Buddhist temple in Saitama Prefecture, Japan

Naka-in is a Tendai Buddhist temple in Kawagoe City, Saitama Prefecture.
Sangō is Seiyasan. Jigō is Muryoju-ji. Ingō is Naka-in.

== Origins and History ==

Naka-in was founded in the Heian period under the name of Muryoju-ji Bucchi-in.
Emperor Junna ordered the monk Ennin (Jikaku Daishi) for its foundation.
In the Kamakura period, it was rebuilt by the monk Sonkai who gave Eshin School Denbokaigo to Nichiren, The temple flourished as the head temple of 580 temples in Kanto region.
Muryoju-ji consists of Butsuzo-in (Kita-in), Bucchi-in (Naka-in) and Tamon-in (Minami-in),
Emperor Gofushimi ordered the monk Sonkai to make the temple as the head temple of Tendai temples in Kanto region.
In 1296, a school teaching Tendai named Senba Dangisho was founded in Naka-in, it flourished as one of the Kanto Hachi Danrin.
Until the monk Tenkai became the chief priest of Kita-in, Naka-in played a key role in Muryoju-ji. When Senba Tōshō-gū was founded in 1639, Naka-in was moved to the present location.
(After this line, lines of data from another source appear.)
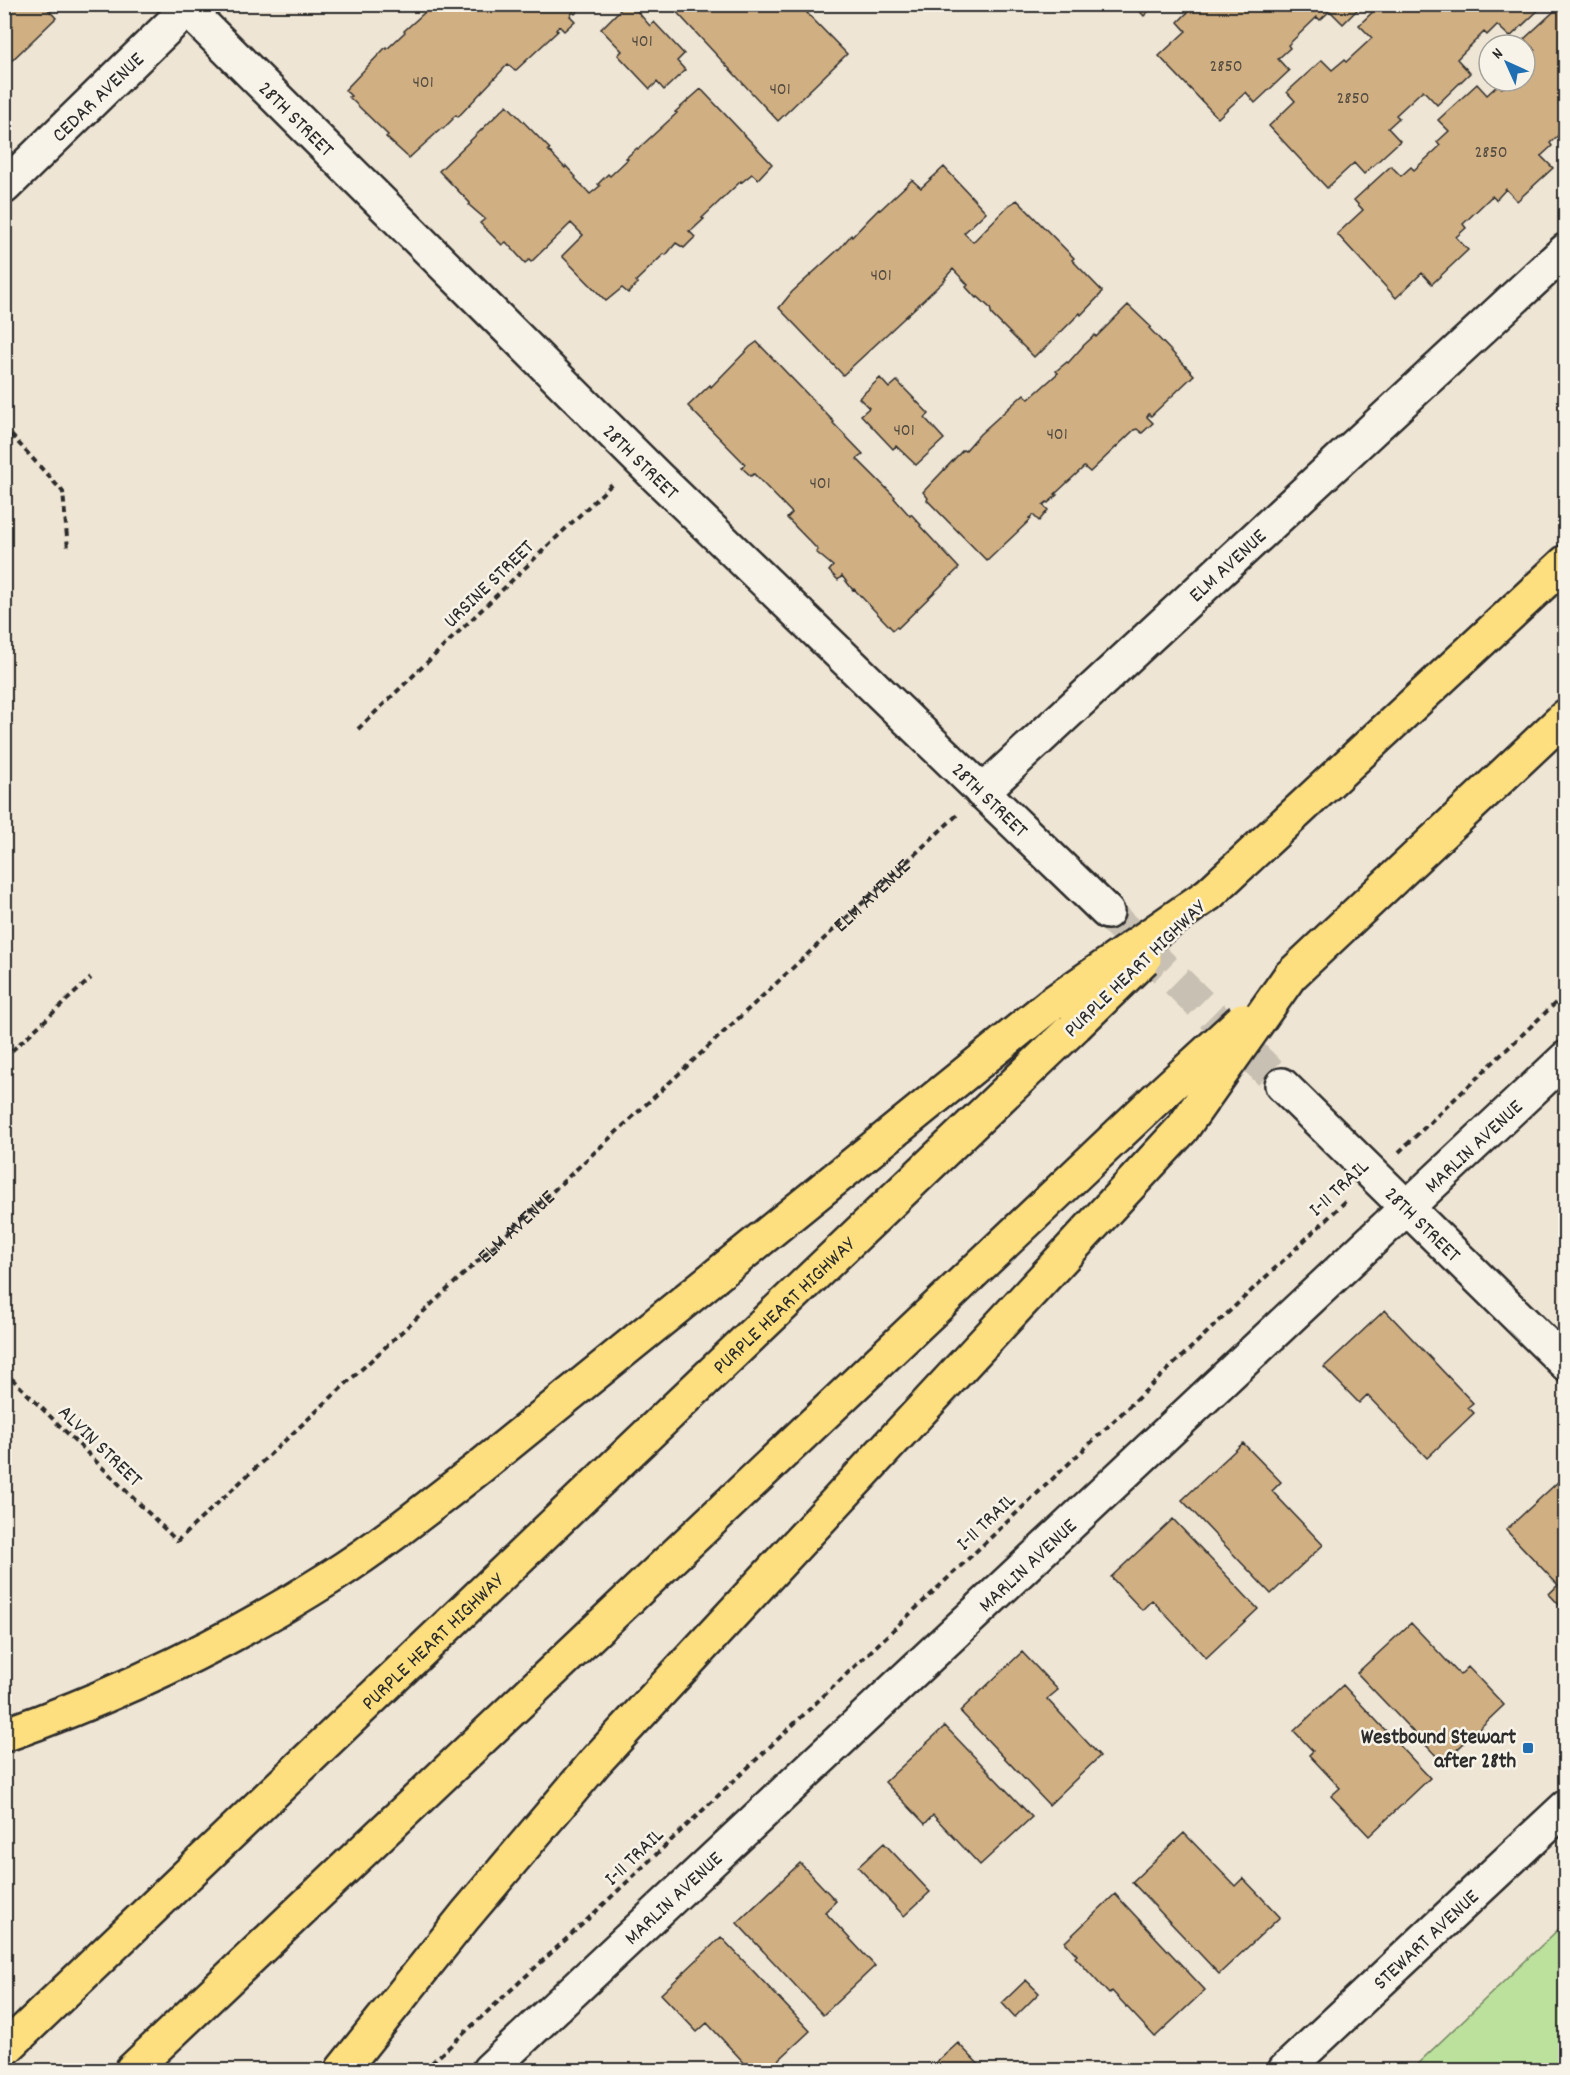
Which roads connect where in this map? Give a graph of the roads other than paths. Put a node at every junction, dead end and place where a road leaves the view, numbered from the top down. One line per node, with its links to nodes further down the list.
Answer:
1 (187, 6): 2 (street, CEDAR AVENUE); 6 (street, 28TH STREET)
2 (4, 188)
3 (1566, 250): 6 (street, ELM AVENUE)
4 (1566, 562): 7 (highway, PURPLE HEART HIGHWAY)
5 (1566, 716): 9 (highway)
6 (982, 792): 8 (street, 28TH STREET)
7 (1209, 894): 14 (highway, bridge); 16 (highway, PURPLE HEART HIGHWAY, bridge)
8 (1107, 912)
9 (1290, 976): 17 (highway, bridge); 18 (highway, bridge)
10 (1566, 1058): 12 (street, MARLIN AVENUE)
11 (1282, 1085): 12 (street, 28TH STREET)
12 (1406, 1208): 13 (street, 28TH STREET); 19 (street, MARLIN AVENUE)
13 (1566, 1364)
14 (4, 1735)
15 (1566, 1807): 20 (street, STEWART AVENUE)
16 (4, 2050)
17 (132, 2070)
18 (342, 2070)
19 (489, 2070)
20 (1285, 2070)

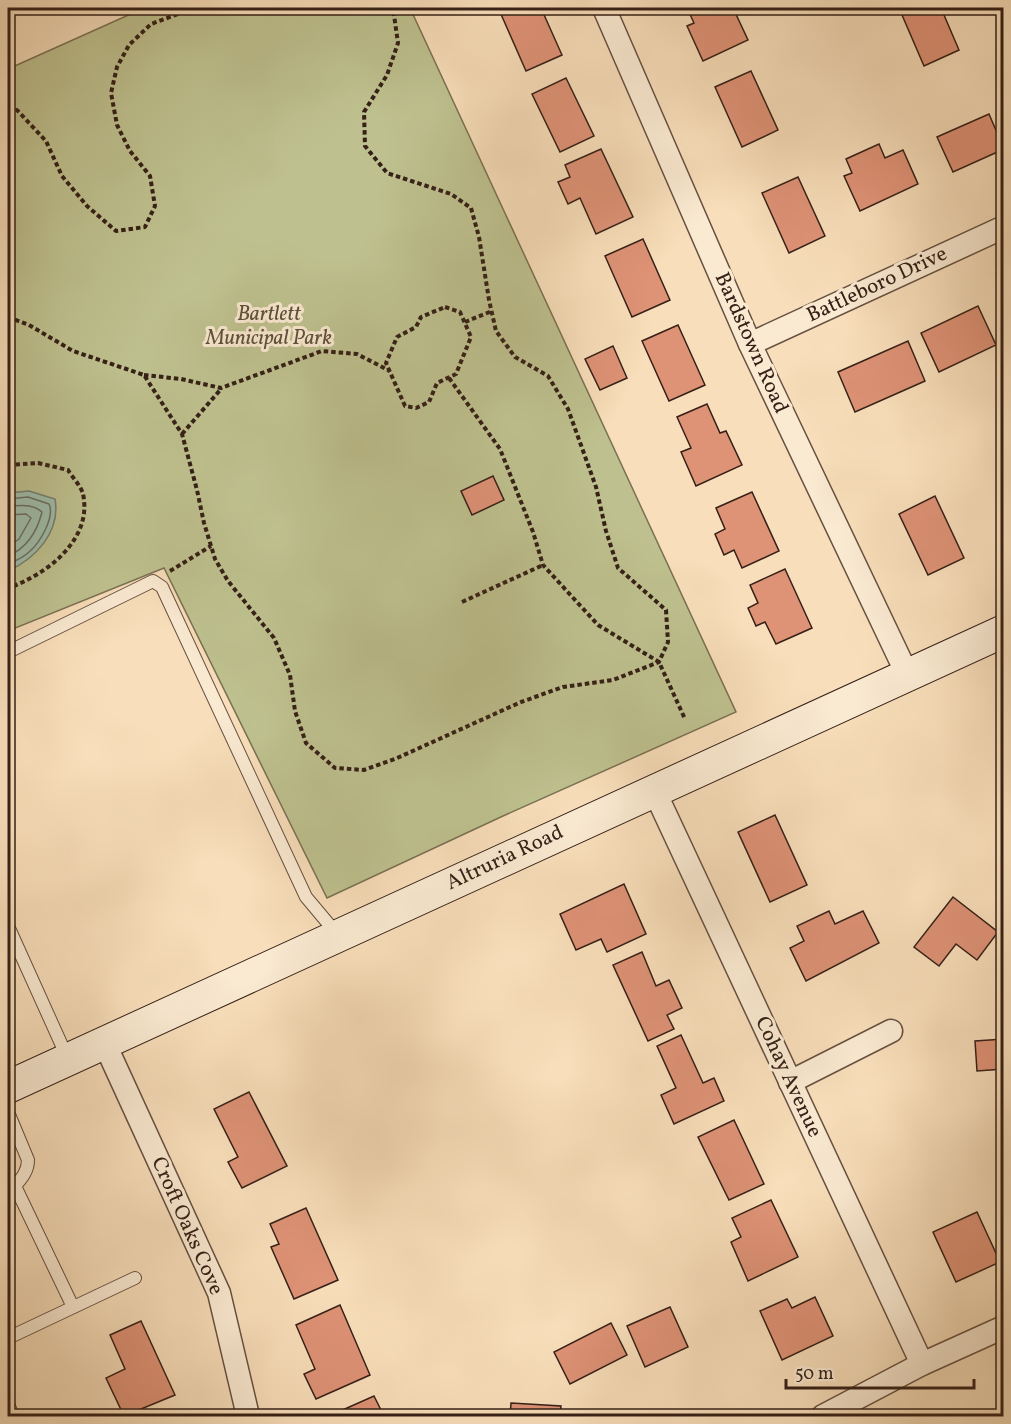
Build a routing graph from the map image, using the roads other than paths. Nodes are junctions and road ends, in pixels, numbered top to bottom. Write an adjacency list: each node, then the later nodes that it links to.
1 (604, 8): 3 (street, Bardstown Road)
2 (1004, 227): 3 (street, Battleboro Drive)
3 (750, 344): 6 (street, Bardstown Road)
4 (1004, 631): 6 (street, Altruria Road)
5 (8, 652): 9 (lane)
6 (907, 674): 7 (street, Altruria Road)
7 (654, 790): 9 (street, Altruria Road); 13 (street, Cohay Avenue)
8 (8, 926): 12 (lane)
9 (338, 935): 11 (street, Altruria Road)
10 (891, 1031): 13 (street)
11 (104, 1042): 12 (street, Altruria Road); 23 (street, Croft Oaks Cove)
12 (68, 1060): 14 (street, Altruria Road)
13 (790, 1082): 20 (street, Cohay Avenue)
14 (8, 1087)
15 (8, 1113): 17 (lane)
16 (135, 1278): 17 (lane)
17 (73, 1307): 19 (lane)
18 (1004, 1327): 20 (street)
19 (8, 1338)
20 (922, 1364): 24 (street)
21 (8, 1404): 22 (lane)
22 (13, 1416)
23 (248, 1416)
24 (823, 1416)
- 830 (7th year of the Tencho Era) Ennin founded Bucchi-in (Naka-in) by order of Emperor Junna
- 941 (4th year of the Tengyo Era) Burned in the Battle of Tengyo
- 1296 (4th year of the Einin Era) Sonkai rebuilt the garan with the support from Narita
- 1296 (4th year of the Einin Era) Senba Dangisho was founded
- 1537 (6th year of the Tenbun Era) Its garan was rebuilt
- 1632 (9th of the Kan'ei Era) rebuilt the garan
- 1638 (15th of the Kan'ei Era) Burned in the Great Fire of Kawagoe
- 1639 (16th of the Kan'ei Era) Moved to the present location
- 1733 (19th of the Kyoho Era) The main hall was rebuilt
- 1945 (20th of the Showa Era) Shaka-Do and Yakushi-do were burned
- 1983 (58th of the Showa Era) Shaka-Do was rebuilt
- 2012 (24th of the Heisei Era) Yakushi-Do was rebuilt

== Cultural Assets ==
- Naka-in (historic site designated by Kawagoe City)
- Naka-in Documents (tangible cultural asset designated by Kawagoe City)

== Features ==

- Weeping cherry blossoms
- Kato Miki's grave
 A grave of Miki Kato, the mother-in-low of Toson Shimazaki is located. Touson often visited there. Toson's wife, Shizuko Kato was from Kawagoe, he got along with his mother-in-low and gave her a tea room named Fusentei. Miki Kato was the master of tea ceremony. A monument named Fusen-no-hi with the inscription by Toson Shimazaki is there.

- A monument of the birthplace of Sayama Tea
 Ennin introduced tea from Kyoto and started to grow tea in the compound of the temple. Later, tea plantation became popular in Sayama Hills (狭山丘陵) owned by Kawagoe Domain.The origin of Sayama tea is Kawagoe tea. Until 1990s, some tea plantations remained in the compound of the temple.

- A monument of Nichiren's Denbokanjo
A monument to commemorate that Nichiren took Eshin School Denbokanjo from the monk Sonkai in 1253 (5th of the Kencho Era).